Di più, il capitolo dei prigionieri è stato letteralmente
cancellato dalla memoria per decenni, a non gettare
un velo d’ombra sui fasti della vittoria. Le cifre
ricorrenti parlano di 600.000 prigionieri, di cui forse un
centinaio di migliaia morto per ferite e stenti durante
e dopo il conflitto: una moltitudine. Il che
indirettamente palesa i limiti della conduzione della
guerra
italiana,
indirizzata
ripetitivamente
all’offensiva, e, al contempo, il senso, diffuso tra i
soldati, dell’insostenibilità della guerra.

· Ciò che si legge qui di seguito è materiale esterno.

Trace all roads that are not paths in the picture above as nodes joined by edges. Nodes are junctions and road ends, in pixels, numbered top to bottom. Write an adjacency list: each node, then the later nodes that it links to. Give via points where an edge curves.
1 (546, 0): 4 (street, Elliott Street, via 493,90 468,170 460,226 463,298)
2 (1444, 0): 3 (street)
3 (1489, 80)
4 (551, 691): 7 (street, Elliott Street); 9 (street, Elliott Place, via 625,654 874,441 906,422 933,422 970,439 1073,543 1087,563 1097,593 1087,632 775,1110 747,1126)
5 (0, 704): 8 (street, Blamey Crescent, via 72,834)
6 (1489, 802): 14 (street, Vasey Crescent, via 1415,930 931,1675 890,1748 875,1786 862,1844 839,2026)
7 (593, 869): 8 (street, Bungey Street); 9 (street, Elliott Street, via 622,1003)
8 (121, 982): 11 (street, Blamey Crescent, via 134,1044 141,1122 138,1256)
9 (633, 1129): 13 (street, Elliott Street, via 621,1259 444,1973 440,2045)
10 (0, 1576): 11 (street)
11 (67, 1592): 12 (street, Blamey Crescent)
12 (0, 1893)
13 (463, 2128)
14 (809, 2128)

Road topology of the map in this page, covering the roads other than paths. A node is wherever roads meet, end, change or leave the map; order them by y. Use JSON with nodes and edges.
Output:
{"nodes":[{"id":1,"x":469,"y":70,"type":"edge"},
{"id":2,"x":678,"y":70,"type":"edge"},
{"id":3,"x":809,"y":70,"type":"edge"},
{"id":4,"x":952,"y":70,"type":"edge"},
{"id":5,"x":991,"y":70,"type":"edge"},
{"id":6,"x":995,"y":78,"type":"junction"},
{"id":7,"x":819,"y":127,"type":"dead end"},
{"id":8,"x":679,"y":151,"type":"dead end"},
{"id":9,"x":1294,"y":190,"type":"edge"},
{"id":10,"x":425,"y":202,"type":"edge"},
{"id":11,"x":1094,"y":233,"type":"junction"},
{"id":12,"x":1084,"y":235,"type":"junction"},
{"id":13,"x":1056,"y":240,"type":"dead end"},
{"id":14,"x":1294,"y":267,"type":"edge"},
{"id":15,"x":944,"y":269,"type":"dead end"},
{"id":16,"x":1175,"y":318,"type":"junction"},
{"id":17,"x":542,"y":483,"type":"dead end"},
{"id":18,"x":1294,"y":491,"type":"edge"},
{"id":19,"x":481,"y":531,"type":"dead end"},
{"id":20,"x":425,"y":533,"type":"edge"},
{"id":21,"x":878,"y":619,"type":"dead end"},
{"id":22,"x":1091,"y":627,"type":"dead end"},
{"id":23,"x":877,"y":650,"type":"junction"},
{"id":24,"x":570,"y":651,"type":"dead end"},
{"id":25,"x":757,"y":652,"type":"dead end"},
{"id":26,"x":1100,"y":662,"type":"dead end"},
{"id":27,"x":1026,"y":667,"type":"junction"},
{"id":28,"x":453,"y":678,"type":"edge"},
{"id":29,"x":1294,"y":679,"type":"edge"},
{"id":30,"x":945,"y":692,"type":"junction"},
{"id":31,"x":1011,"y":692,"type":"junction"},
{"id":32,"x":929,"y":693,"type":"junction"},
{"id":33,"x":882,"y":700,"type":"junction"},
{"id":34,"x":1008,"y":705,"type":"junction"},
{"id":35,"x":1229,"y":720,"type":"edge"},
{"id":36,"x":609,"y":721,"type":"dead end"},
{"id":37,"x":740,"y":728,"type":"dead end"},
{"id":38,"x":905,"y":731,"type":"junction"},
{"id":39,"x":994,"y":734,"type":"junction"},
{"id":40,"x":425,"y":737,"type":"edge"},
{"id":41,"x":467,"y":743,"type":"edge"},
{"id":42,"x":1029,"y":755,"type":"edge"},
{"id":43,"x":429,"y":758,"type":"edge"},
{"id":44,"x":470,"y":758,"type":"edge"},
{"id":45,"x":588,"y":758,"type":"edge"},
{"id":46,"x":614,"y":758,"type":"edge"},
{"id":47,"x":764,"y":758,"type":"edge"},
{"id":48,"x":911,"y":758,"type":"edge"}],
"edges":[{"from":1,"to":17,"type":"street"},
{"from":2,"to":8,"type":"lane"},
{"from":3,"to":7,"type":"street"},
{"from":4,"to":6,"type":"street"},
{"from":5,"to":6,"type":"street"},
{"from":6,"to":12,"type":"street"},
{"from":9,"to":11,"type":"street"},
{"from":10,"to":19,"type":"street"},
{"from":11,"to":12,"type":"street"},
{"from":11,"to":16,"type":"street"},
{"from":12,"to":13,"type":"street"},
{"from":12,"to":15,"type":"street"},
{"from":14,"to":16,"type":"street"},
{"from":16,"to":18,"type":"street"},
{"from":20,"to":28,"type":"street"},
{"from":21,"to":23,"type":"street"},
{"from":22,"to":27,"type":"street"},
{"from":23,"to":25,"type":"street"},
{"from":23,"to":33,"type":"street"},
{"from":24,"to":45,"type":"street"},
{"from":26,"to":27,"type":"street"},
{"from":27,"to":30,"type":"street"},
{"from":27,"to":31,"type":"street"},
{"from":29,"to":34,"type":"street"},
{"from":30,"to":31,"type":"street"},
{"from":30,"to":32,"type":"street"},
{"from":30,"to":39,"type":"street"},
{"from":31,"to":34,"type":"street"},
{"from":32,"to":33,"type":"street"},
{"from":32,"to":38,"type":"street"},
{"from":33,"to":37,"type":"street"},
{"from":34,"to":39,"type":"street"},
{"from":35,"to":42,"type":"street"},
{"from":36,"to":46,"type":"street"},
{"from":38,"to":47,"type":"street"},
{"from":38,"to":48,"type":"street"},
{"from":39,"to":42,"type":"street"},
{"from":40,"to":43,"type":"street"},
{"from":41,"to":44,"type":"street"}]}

Quasi la metà
dei prigionieri fu catturata nel corso dell’offensiva di
Caporetto e le dimensioni dell’evento mettono in
risalto la gravità della sconfitta e la problematica
tenuta della compagine militare dopo le ossessive
offensive sull’Isonzo.
I prigionieri austro-ungarici nel corso della guerra sul
fronte italiano non superarono le 180.000 unità, e
anche questo è spiegabile con la specifica tipologia di
conduzione bellica da parte imperiale. Nelle fasi finali
della guerra, ormai avviato il processo di sfaldamento
dell’esercito asburgico, durante le operazioni
dell’offensiva di Vittorio Veneto e successive furono
fatti da parte italiana oltre 400.000 prigionieri.